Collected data
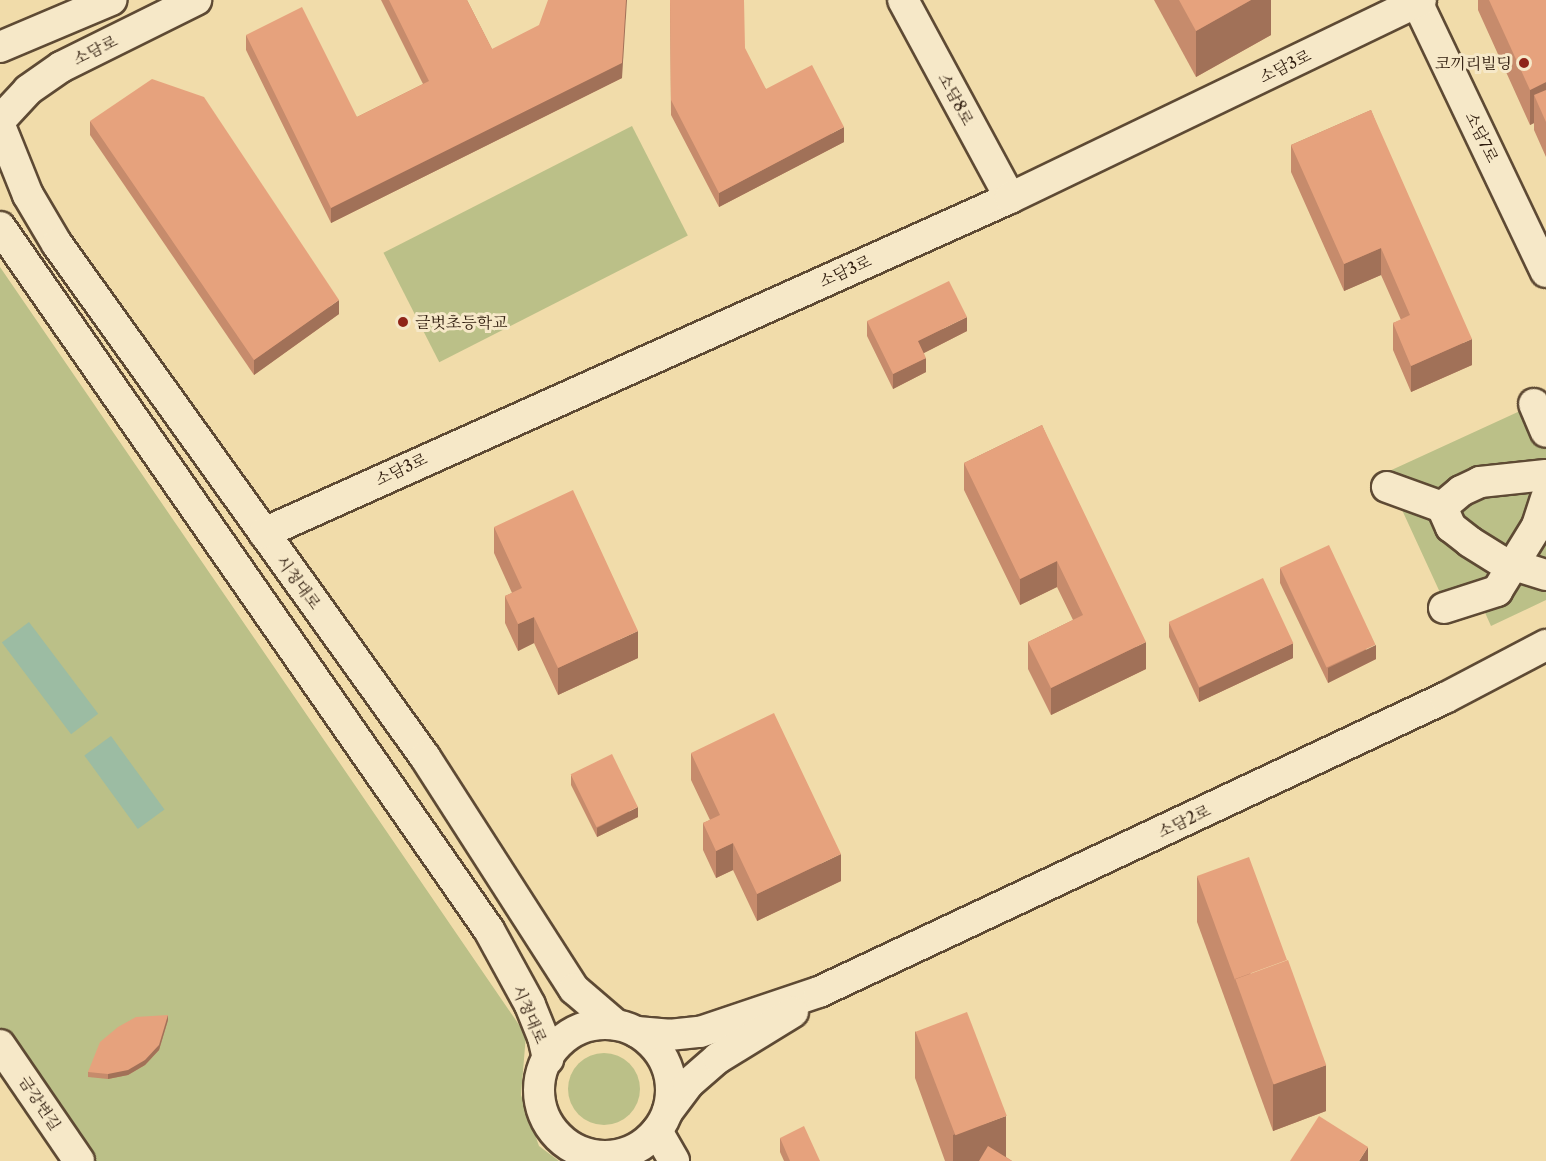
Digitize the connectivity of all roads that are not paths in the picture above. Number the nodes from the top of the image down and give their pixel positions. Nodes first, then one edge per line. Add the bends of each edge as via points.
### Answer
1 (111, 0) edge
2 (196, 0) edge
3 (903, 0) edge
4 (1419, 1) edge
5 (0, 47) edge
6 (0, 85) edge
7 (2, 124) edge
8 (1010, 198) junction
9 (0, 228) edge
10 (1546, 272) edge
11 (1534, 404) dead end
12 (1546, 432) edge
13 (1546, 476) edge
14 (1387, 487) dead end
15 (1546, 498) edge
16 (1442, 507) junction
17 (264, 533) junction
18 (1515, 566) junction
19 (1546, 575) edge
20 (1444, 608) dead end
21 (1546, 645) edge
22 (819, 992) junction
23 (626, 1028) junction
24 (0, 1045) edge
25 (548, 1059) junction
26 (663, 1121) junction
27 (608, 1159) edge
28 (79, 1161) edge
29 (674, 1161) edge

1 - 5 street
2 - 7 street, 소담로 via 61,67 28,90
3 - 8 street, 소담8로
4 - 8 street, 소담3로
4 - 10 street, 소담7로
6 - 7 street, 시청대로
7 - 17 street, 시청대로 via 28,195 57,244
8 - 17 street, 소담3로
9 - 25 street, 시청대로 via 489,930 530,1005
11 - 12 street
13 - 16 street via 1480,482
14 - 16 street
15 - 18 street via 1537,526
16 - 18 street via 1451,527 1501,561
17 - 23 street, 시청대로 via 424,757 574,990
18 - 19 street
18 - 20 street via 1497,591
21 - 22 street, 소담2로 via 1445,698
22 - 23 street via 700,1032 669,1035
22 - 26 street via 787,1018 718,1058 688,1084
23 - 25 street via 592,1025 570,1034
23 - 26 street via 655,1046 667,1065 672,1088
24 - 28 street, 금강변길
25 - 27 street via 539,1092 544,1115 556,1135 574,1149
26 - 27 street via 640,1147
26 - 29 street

DIRECTIONS FOR THIS TASK. Restate the records above exactly, less any pictures.

FINISHED TASK.
Digitize the connectivity of all roads that are not paths in the picture above. Number the nodes from the top of the image down and give their pixel positions. Nodes first, then one edge per line. Add the bends of each edge as via points.
### Answer
1 (111, 0) edge
2 (196, 0) edge
3 (903, 0) edge
4 (1419, 1) edge
5 (0, 47) edge
6 (0, 85) edge
7 (2, 124) edge
8 (1010, 198) junction
9 (0, 228) edge
10 (1546, 272) edge
11 (1534, 404) dead end
12 (1546, 432) edge
13 (1546, 476) edge
14 (1387, 487) dead end
15 (1546, 498) edge
16 (1442, 507) junction
17 (264, 533) junction
18 (1515, 566) junction
19 (1546, 575) edge
20 (1444, 608) dead end
21 (1546, 645) edge
22 (819, 992) junction
23 (626, 1028) junction
24 (0, 1045) edge
25 (548, 1059) junction
26 (663, 1121) junction
27 (608, 1159) edge
28 (79, 1161) edge
29 (674, 1161) edge

1 - 5 street
2 - 7 street, 소담로 via 61,67 28,90
3 - 8 street, 소담8로
4 - 8 street, 소담3로
4 - 10 street, 소담7로
6 - 7 street, 시청대로
7 - 17 street, 시청대로 via 28,195 57,244
8 - 17 street, 소담3로
9 - 25 street, 시청대로 via 489,930 530,1005
11 - 12 street
13 - 16 street via 1480,482
14 - 16 street
15 - 18 street via 1537,526
16 - 18 street via 1451,527 1501,561
17 - 23 street, 시청대로 via 424,757 574,990
18 - 19 street
18 - 20 street via 1497,591
21 - 22 street, 소담2로 via 1445,698
22 - 23 street via 700,1032 669,1035
22 - 26 street via 787,1018 718,1058 688,1084
23 - 25 street via 592,1025 570,1034
23 - 26 street via 655,1046 667,1065 672,1088
24 - 28 street, 금강변길
25 - 27 street via 539,1092 544,1115 556,1135 574,1149
26 - 27 street via 640,1147
26 - 29 street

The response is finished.